**Supplied information**
━━━

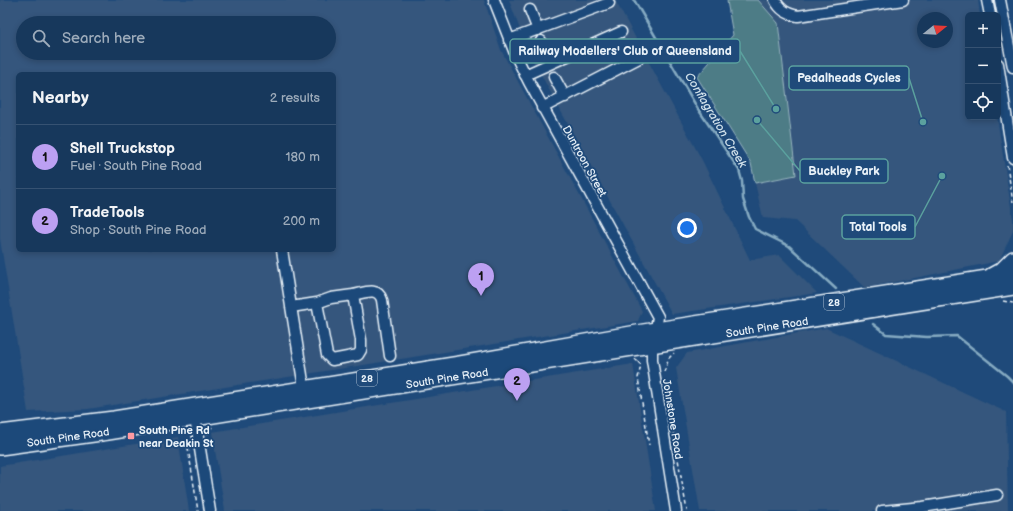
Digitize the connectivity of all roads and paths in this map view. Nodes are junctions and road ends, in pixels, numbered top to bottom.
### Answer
1 (494, 0) edge
2 (775, 0) edge
3 (903, 0) edge
4 (987, 0) edge
5 (1000, 0) edge
6 (609, 3) dead end
7 (530, 10) dead end
8 (989, 12) edge
9 (538, 30) junction
10 (621, 32) dead end
11 (1006, 32) edge
12 (509, 40) junction
13 (541, 41) dead end
14 (638, 58) dead end
15 (551, 63) junction
16 (1013, 67) edge
17 (525, 75) junction
18 (554, 77) dead end
19 (1001, 83) edge
20 (565, 97) junction
21 (542, 108) junction
22 (1013, 158) edge
23 (282, 252) edge
24 (1013, 259) edge
25 (1013, 274) edge
26 (987, 278) junction
27 (1010, 289) edge
28 (353, 295) junction
29 (317, 303) junction
30 (291, 307) junction
31 (656, 330) junction
32 (653, 345) junction
33 (390, 356) dead end
34 (669, 358) dead end
35 (638, 362) dead end
36 (663, 374) dead end
37 (305, 394) junction
38 (194, 412) junction
39 (671, 419) dead end
40 (0, 433) edge
41 (649, 444) dead end
42 (0, 447) edge
43 (188, 448) dead end
44 (997, 495) dead end
45 (198, 511) edge
46 (210, 511) edge
47 (676, 511) edge
48 (687, 511) edge
49 (882, 511) edge

1 - 12 street, Duntroon Street
2 - 3 street
4 - 8 street
5 - 11 street
6 - 9 street
7 - 9 street
9 - 12 street
10 - 15 street
11 - 16 street
12 - 17 street, Duntroon Street
13 - 15 street
14 - 20 street
15 - 17 street
17 - 21 street, Duntroon Street
18 - 20 street
19 - 22 street
20 - 21 street
21 - 31 street, Duntroon Street
23 - 30 street
24 - 26 highway
25 - 26 highway, South Pine Road / 28
26 - 31 highway, South Pine Road / 28
27 - 32 highway, South Pine Road / 28
28 - 29 street
28 - 29 street
28 - 33 street
29 - 30 street
30 - 37 street
31 - 32 street, Johnstone Road
31 - 37 highway, South Pine Road / 28
32 - 37 highway, South Pine Road / 28
32 - 47 street, Johnstone Road
34 - 36 path
35 - 41 path
37 - 38 highway, South Pine Road / 28
38 - 40 highway, South Pine Road / 28
38 - 42 highway, South Pine Road / 28
38 - 46 street
39 - 48 path
43 - 45 path
44 - 49 street

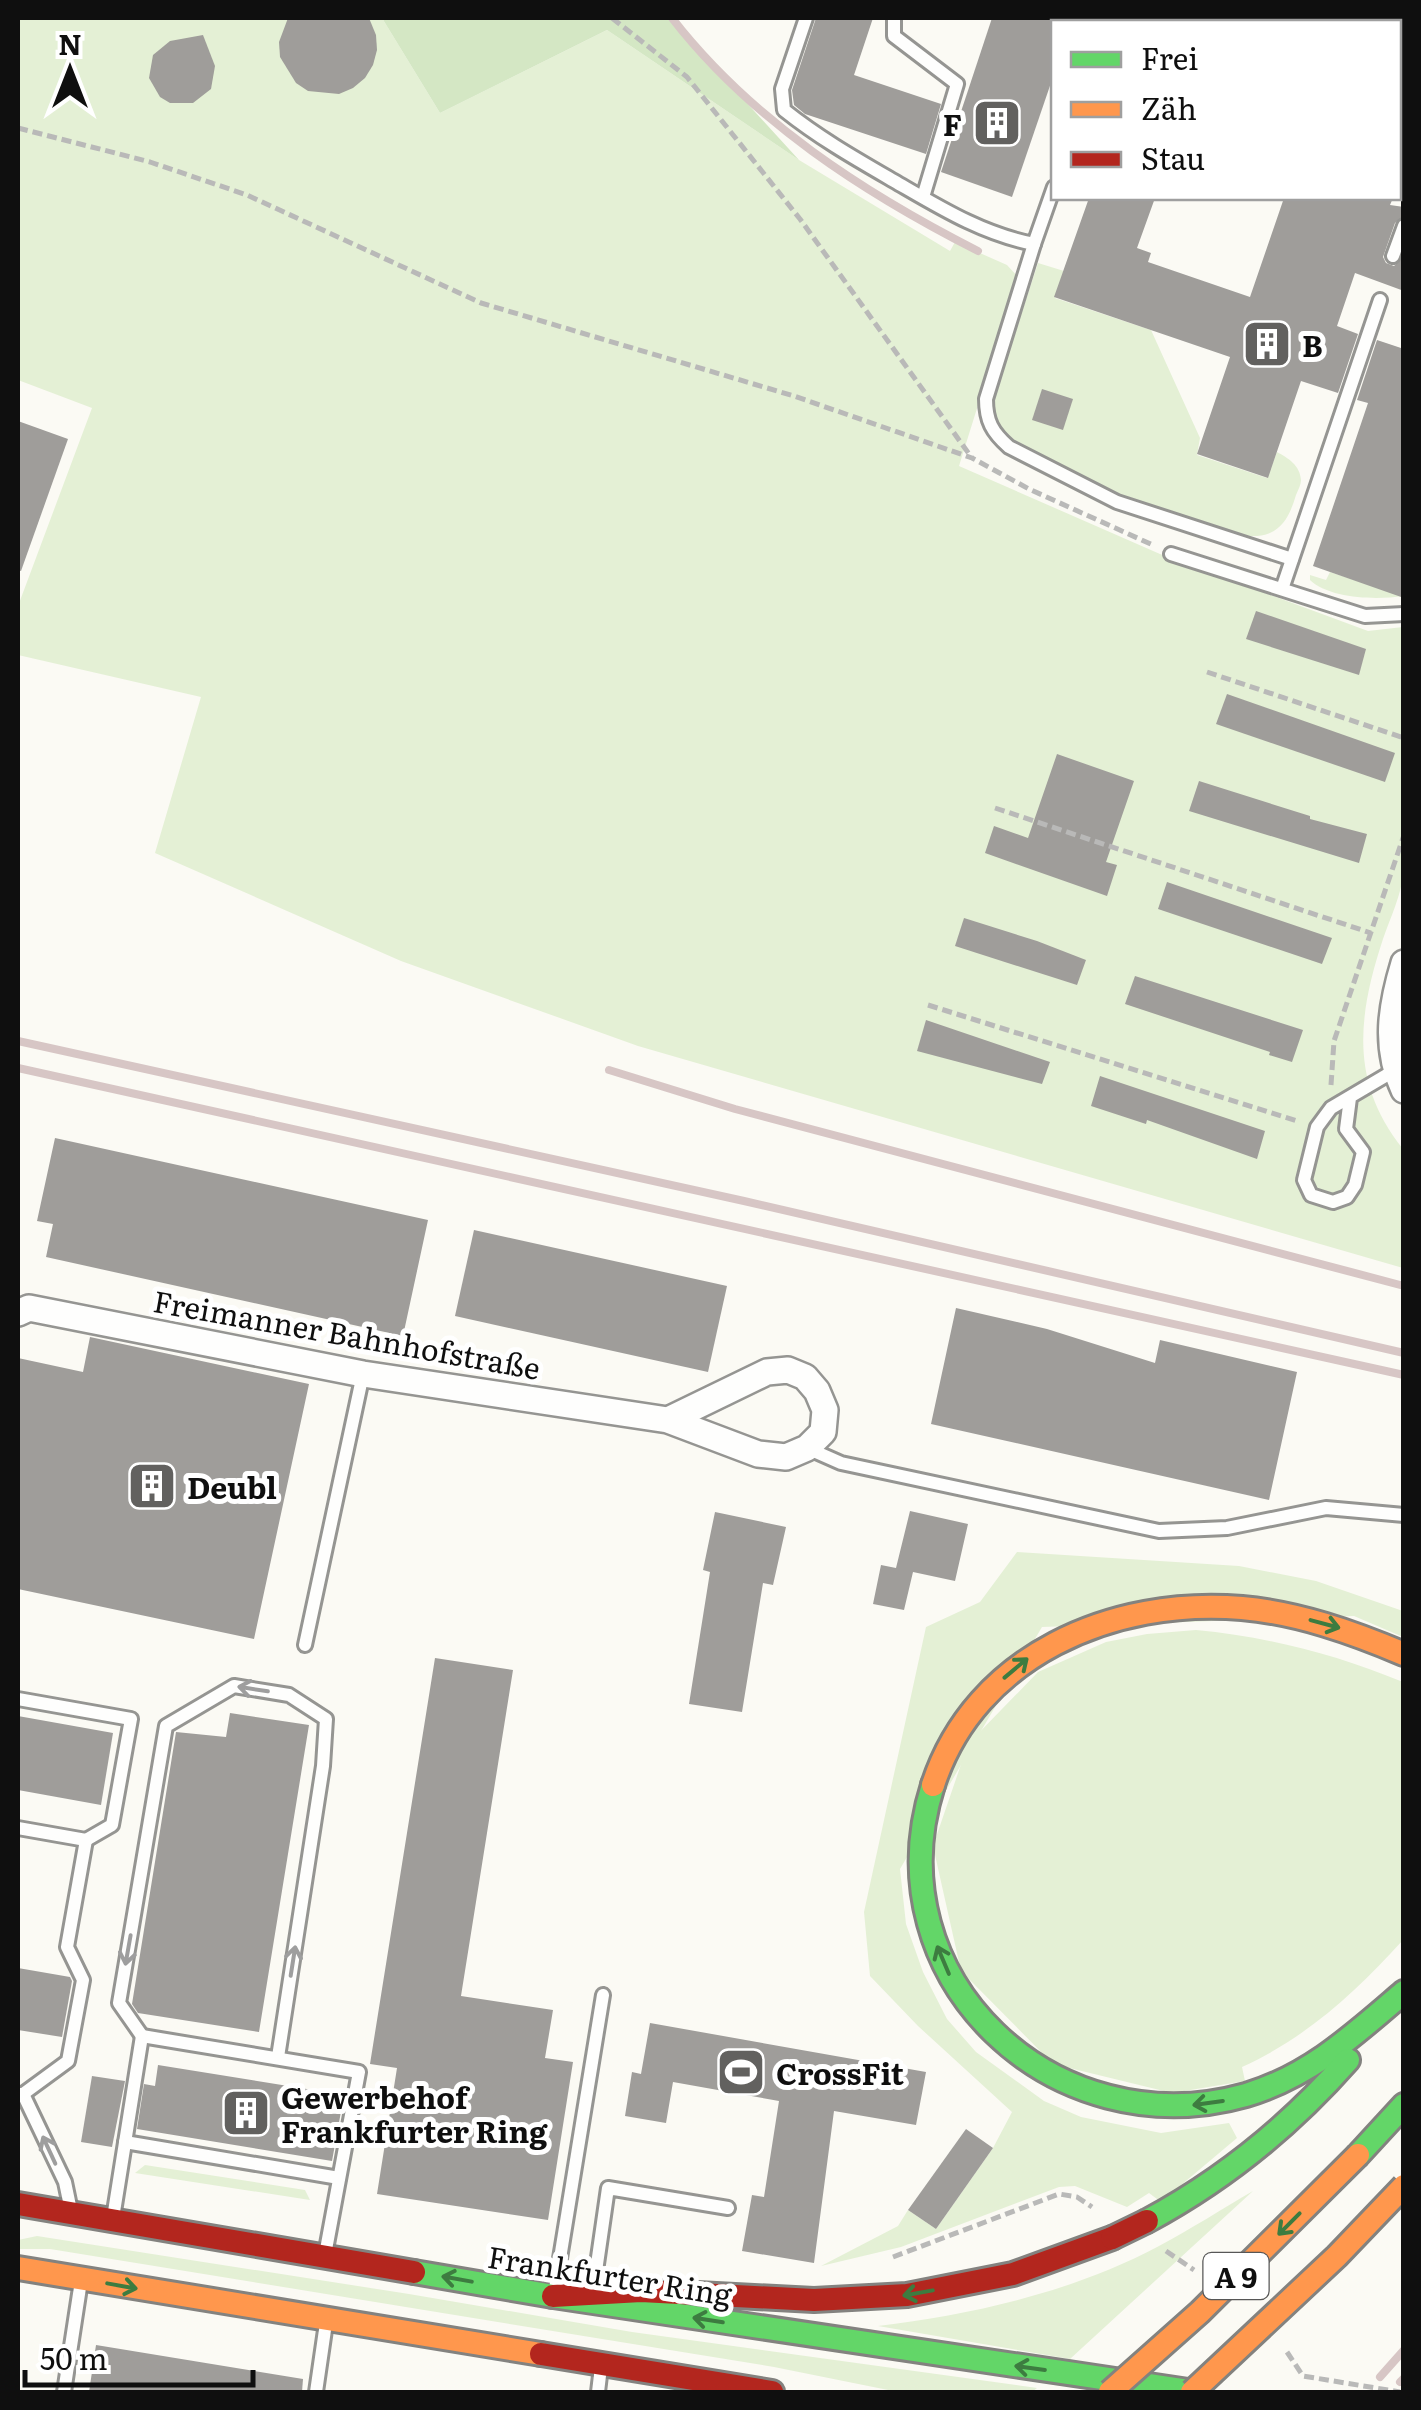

━━━

**Work to be completed**
Each record should be given again exactly, with no picture carried over.

**Result**
Digitize the connectivity of all roads and paths in this map view. Nodes are junctions and road ends, in pixels, numbered top to bottom.
### Answer
1 (494, 0) edge
2 (775, 0) edge
3 (903, 0) edge
4 (987, 0) edge
5 (1000, 0) edge
6 (609, 3) dead end
7 (530, 10) dead end
8 (989, 12) edge
9 (538, 30) junction
10 (621, 32) dead end
11 (1006, 32) edge
12 (509, 40) junction
13 (541, 41) dead end
14 (638, 58) dead end
15 (551, 63) junction
16 (1013, 67) edge
17 (525, 75) junction
18 (554, 77) dead end
19 (1001, 83) edge
20 (565, 97) junction
21 (542, 108) junction
22 (1013, 158) edge
23 (282, 252) edge
24 (1013, 259) edge
25 (1013, 274) edge
26 (987, 278) junction
27 (1010, 289) edge
28 (353, 295) junction
29 (317, 303) junction
30 (291, 307) junction
31 (656, 330) junction
32 (653, 345) junction
33 (390, 356) dead end
34 (669, 358) dead end
35 (638, 362) dead end
36 (663, 374) dead end
37 (305, 394) junction
38 (194, 412) junction
39 (671, 419) dead end
40 (0, 433) edge
41 (649, 444) dead end
42 (0, 447) edge
43 (188, 448) dead end
44 (997, 495) dead end
45 (198, 511) edge
46 (210, 511) edge
47 (676, 511) edge
48 (687, 511) edge
49 (882, 511) edge

1 - 12 street, Duntroon Street
2 - 3 street
4 - 8 street
5 - 11 street
6 - 9 street
7 - 9 street
9 - 12 street
10 - 15 street
11 - 16 street
12 - 17 street, Duntroon Street
13 - 15 street
14 - 20 street
15 - 17 street
17 - 21 street, Duntroon Street
18 - 20 street
19 - 22 street
20 - 21 street
21 - 31 street, Duntroon Street
23 - 30 street
24 - 26 highway
25 - 26 highway, South Pine Road / 28
26 - 31 highway, South Pine Road / 28
27 - 32 highway, South Pine Road / 28
28 - 29 street
28 - 29 street
28 - 33 street
29 - 30 street
30 - 37 street
31 - 32 street, Johnstone Road
31 - 37 highway, South Pine Road / 28
32 - 37 highway, South Pine Road / 28
32 - 47 street, Johnstone Road
34 - 36 path
35 - 41 path
37 - 38 highway, South Pine Road / 28
38 - 40 highway, South Pine Road / 28
38 - 42 highway, South Pine Road / 28
38 - 46 street
39 - 48 path
43 - 45 path
44 - 49 street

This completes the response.